Job search group Seek will take a revenue hit to its Learning business thanks to systems issues at TAFE NSW which prevented students from enrolling in courses.
TAFE NSW managing director Pam Christie was forced to publicly apologise to students during this year's busy enrolment season after technical issues resulted in lengthy delays to the enrolment process.
The systems failure meant thousands of students were not officially enrolled more than a month after classes started, while others were unable to access results or fee notices.
The education provider blamed "implementation issues" with the rollout of the new student administration and learning management (SALM) component of the state government's learning management and business reform (LMBR) project.

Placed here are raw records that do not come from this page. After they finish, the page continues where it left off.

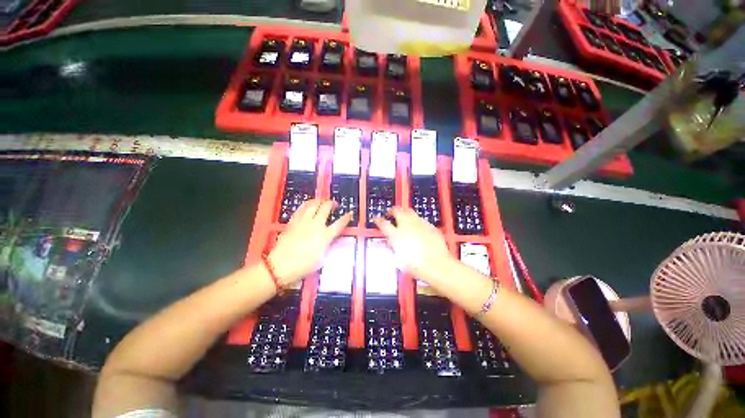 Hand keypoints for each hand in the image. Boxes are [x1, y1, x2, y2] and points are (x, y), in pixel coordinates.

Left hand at [268, 199, 351, 285]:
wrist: (281, 265)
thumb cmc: (304, 265)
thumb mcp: (321, 258)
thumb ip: (327, 245)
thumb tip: (329, 238)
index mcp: (325, 236)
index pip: (339, 224)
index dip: (346, 218)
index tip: (349, 213)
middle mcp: (315, 225)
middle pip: (325, 208)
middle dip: (331, 203)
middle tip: (334, 204)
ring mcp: (303, 222)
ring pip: (312, 205)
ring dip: (319, 201)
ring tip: (322, 201)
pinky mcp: (293, 222)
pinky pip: (300, 209)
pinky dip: (306, 205)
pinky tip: (307, 205)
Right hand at [374, 207, 454, 283]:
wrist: (436, 264)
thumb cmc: (416, 265)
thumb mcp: (398, 258)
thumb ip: (393, 247)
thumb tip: (391, 243)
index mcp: (396, 234)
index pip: (383, 223)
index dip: (378, 220)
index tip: (377, 219)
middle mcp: (407, 225)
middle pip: (398, 210)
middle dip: (393, 210)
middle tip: (391, 213)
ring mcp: (420, 224)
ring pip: (410, 212)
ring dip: (405, 214)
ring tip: (404, 219)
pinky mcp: (430, 226)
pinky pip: (422, 220)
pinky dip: (418, 222)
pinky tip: (418, 229) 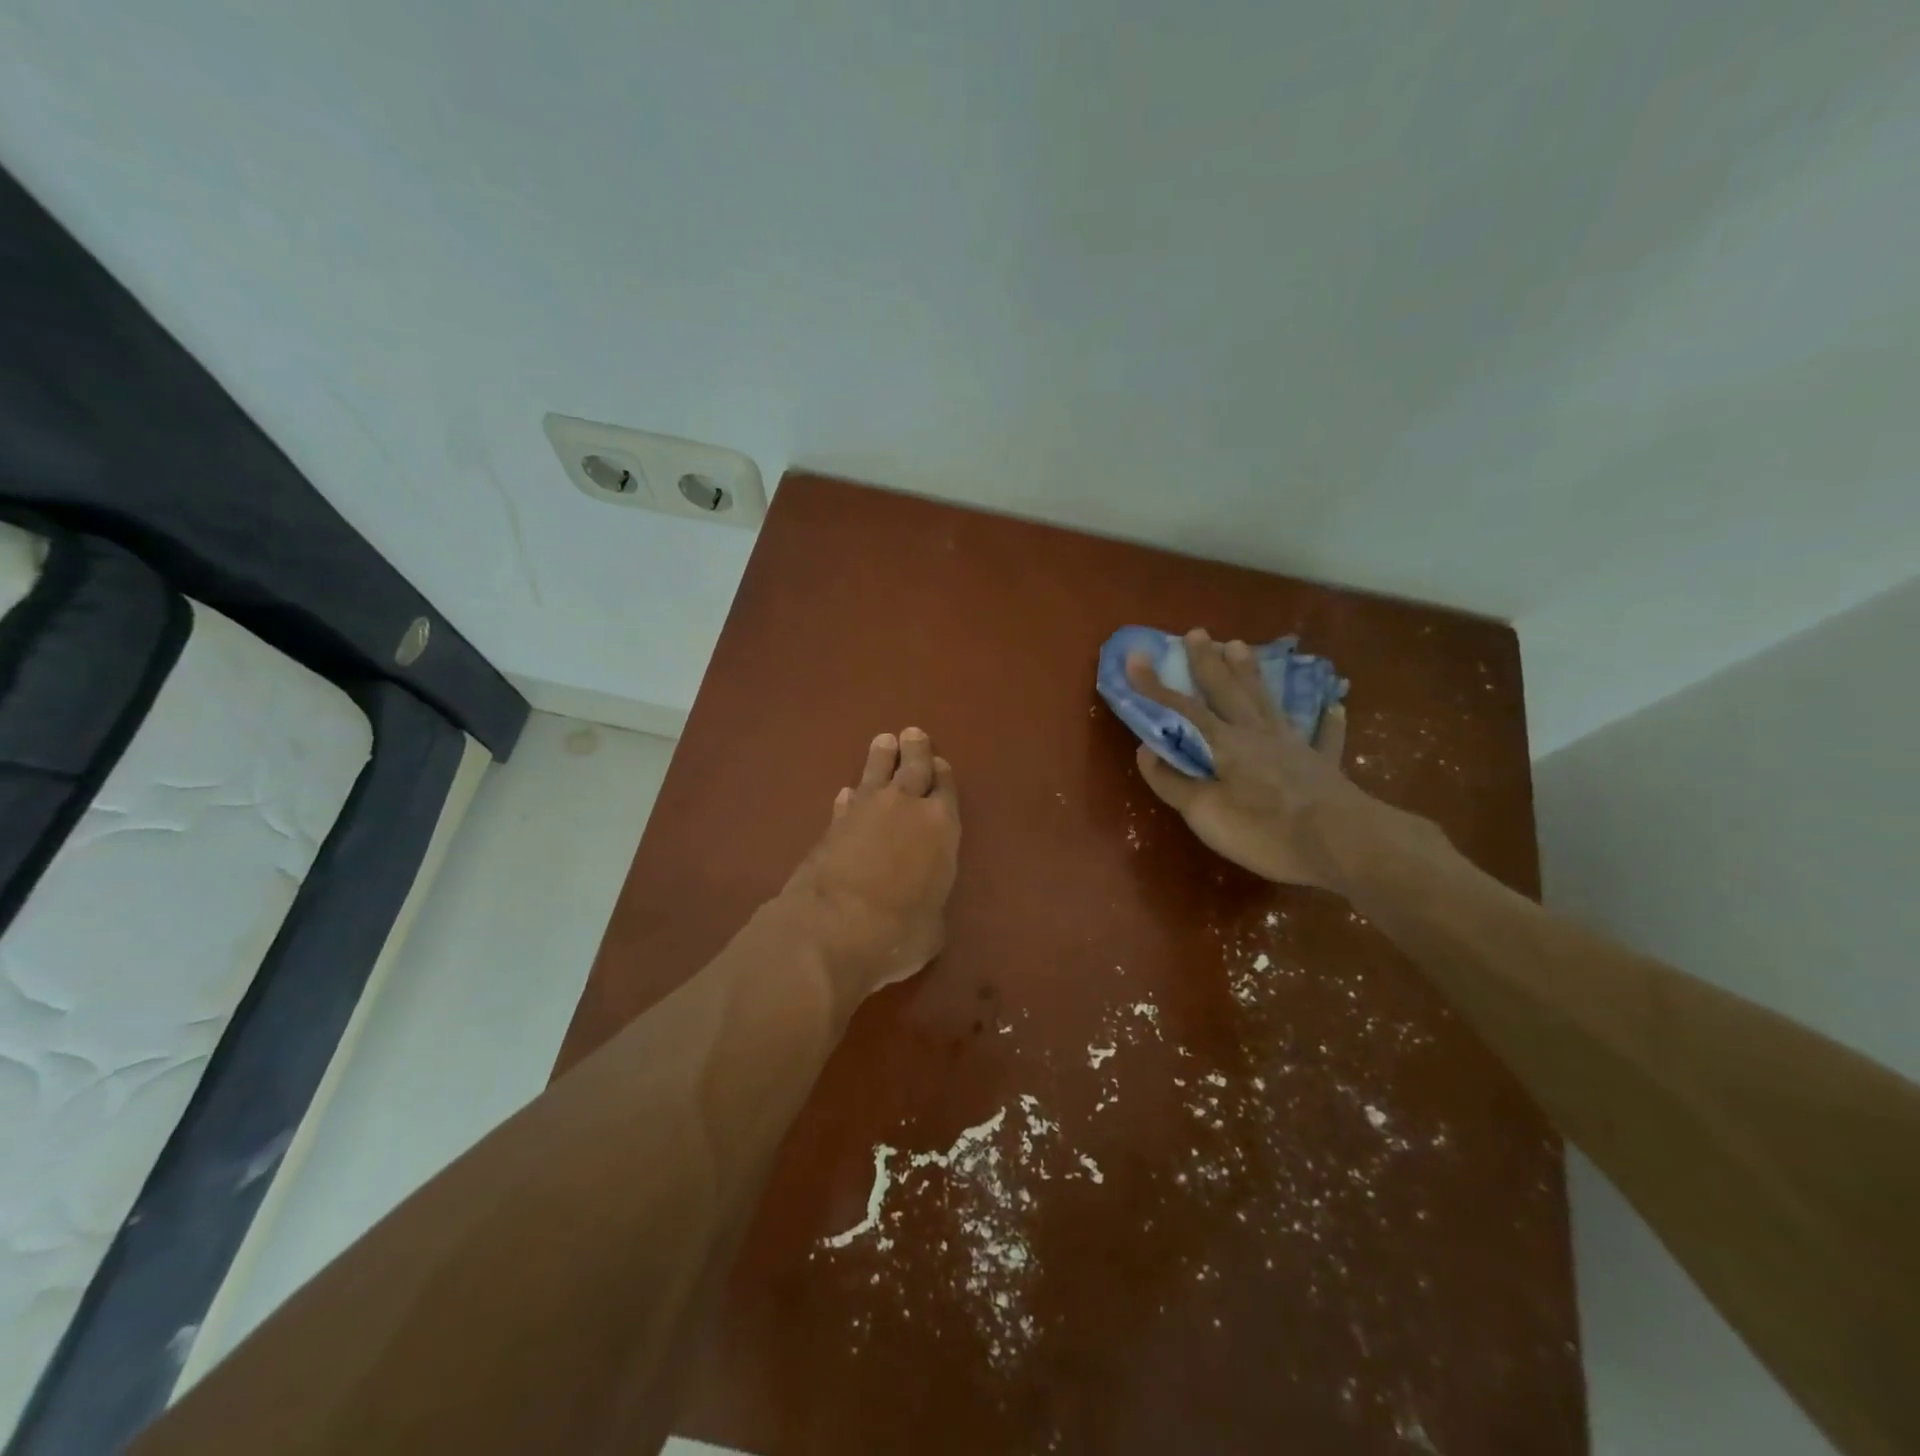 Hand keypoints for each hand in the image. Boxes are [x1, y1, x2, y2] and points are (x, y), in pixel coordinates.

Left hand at [780, 728, 960, 1010]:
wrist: (833, 928)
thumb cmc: (899, 931)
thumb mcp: (932, 926)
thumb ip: (931, 902)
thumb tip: (922, 901)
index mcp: (941, 827)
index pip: (946, 789)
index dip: (943, 775)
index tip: (940, 763)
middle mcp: (906, 808)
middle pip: (913, 768)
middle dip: (915, 750)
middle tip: (913, 733)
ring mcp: (865, 811)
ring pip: (876, 773)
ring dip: (881, 758)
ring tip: (884, 741)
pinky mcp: (832, 825)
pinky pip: (848, 801)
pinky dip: (850, 796)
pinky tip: (848, 793)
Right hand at [1126, 629, 1371, 888]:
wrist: (1339, 843)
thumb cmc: (1263, 830)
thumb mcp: (1204, 813)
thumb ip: (1174, 782)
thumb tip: (1146, 751)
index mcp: (1225, 743)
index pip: (1181, 708)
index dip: (1154, 685)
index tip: (1135, 657)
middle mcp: (1257, 733)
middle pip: (1227, 691)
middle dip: (1207, 662)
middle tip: (1196, 632)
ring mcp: (1293, 745)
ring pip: (1266, 701)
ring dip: (1250, 674)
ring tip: (1240, 646)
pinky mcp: (1323, 765)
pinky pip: (1324, 737)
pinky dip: (1327, 722)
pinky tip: (1333, 708) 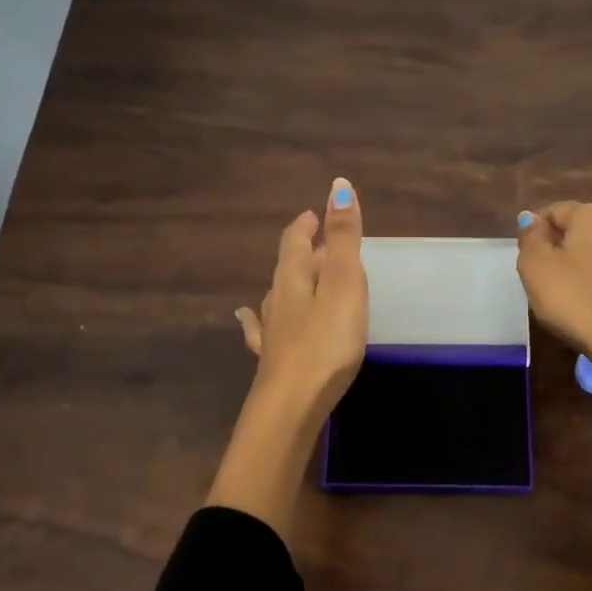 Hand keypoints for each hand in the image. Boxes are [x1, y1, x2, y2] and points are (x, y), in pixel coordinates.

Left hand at [236, 178, 367, 421]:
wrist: (292, 405)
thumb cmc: (326, 342)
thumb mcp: (343, 284)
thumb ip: (343, 238)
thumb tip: (338, 185)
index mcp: (294, 278)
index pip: (295, 242)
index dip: (305, 226)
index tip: (312, 215)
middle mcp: (277, 300)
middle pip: (288, 268)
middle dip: (303, 253)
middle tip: (318, 244)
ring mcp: (271, 332)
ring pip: (277, 298)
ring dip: (290, 283)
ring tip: (299, 277)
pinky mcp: (273, 360)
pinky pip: (262, 330)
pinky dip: (258, 319)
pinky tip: (247, 320)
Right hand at [515, 202, 591, 376]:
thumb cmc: (575, 299)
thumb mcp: (535, 267)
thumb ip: (531, 239)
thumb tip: (531, 220)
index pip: (557, 211)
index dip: (537, 230)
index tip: (527, 255)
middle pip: (587, 233)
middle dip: (568, 249)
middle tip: (548, 278)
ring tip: (578, 297) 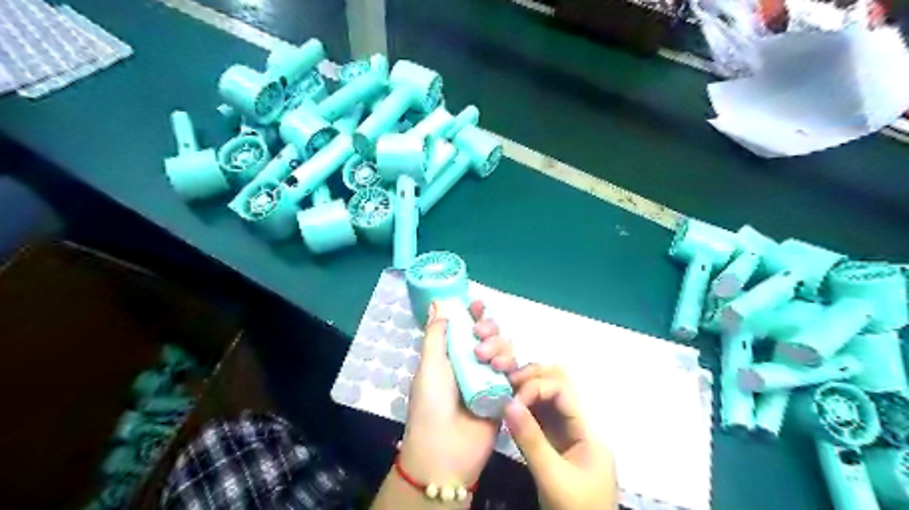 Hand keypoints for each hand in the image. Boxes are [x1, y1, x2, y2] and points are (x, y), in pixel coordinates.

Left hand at [399, 303, 513, 497]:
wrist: (445, 451)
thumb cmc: (431, 404)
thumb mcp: (429, 365)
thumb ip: (437, 334)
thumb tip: (437, 303)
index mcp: (450, 354)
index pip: (465, 326)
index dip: (472, 313)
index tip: (477, 305)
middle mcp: (471, 362)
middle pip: (489, 334)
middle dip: (488, 328)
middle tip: (480, 335)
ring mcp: (489, 378)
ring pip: (504, 349)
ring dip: (499, 346)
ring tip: (488, 360)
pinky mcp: (505, 394)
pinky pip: (515, 372)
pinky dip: (511, 365)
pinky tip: (504, 370)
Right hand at [505, 364, 616, 509]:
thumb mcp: (552, 477)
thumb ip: (531, 440)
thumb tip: (507, 403)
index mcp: (588, 428)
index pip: (563, 389)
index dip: (536, 386)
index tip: (512, 400)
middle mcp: (579, 423)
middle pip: (559, 384)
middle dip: (533, 378)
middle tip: (507, 384)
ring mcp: (567, 432)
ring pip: (548, 397)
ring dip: (527, 390)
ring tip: (504, 393)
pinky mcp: (556, 442)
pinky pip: (541, 415)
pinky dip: (525, 408)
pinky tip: (509, 410) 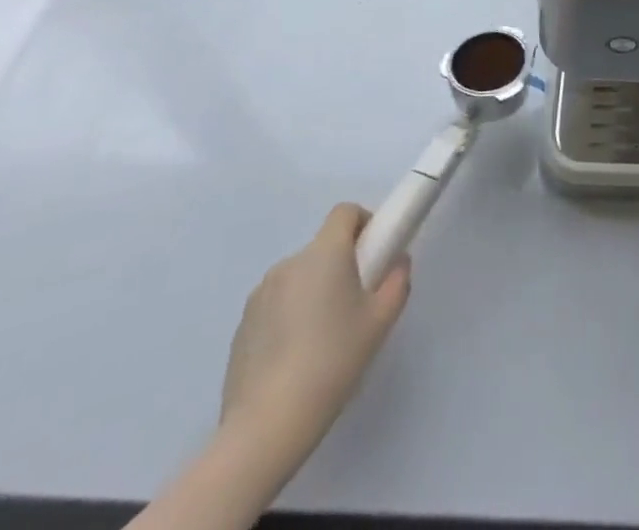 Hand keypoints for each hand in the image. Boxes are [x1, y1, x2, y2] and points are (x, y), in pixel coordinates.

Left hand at [218, 203, 409, 475]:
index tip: (374, 255)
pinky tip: (296, 358)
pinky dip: (290, 317)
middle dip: (342, 264)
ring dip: (314, 290)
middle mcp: (289, 263)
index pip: (345, 212)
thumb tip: (397, 262)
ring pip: (299, 277)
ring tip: (325, 337)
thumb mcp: (381, 321)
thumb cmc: (333, 361)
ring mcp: (260, 295)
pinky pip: (276, 305)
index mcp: (324, 253)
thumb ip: (397, 281)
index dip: (364, 223)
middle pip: (322, 247)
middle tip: (356, 304)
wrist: (266, 426)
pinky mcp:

"We are currently modernising and upgrading our enrolment systems and adjusting to new fee and eligibility requirements," Christie said in March.
Seek today said EBITDA for its Learning division - which connects prospective students to education products - would likely come in between $31 million and $33 million for its full 2015 financial year.
A spokesperson for the business declined to comment on the exact financial impact attributed to the LMBR issues. For the full fiscal year 2014, Seek Learning generated EBITDA of $46.7 million.
The company will report its full year financial results on August 19.
Seek Learning gets a cut from its education provider partners for each student it helps to enrol in a course.
The spokesperson said the delays in student enrolment meant many of those applying had either withdrawn or taken a similar course elsewhere - resulting in Seek Learning losing the income it would have received from each enrolment.
He said while workarounds have been put in place, the technical issues still had not been properly resolved.
The government's LMBR was intended to modernise NSW Education's student enrolment and administration, learning management, support services, finance, human resources and technology services systems.
But the project has suffered from ballooning costs and delivery delays - at last count the reform effort was $100 million past its original $483 million budget, in part to pay to "accommodate emerging business requirements of TAFE NSW”.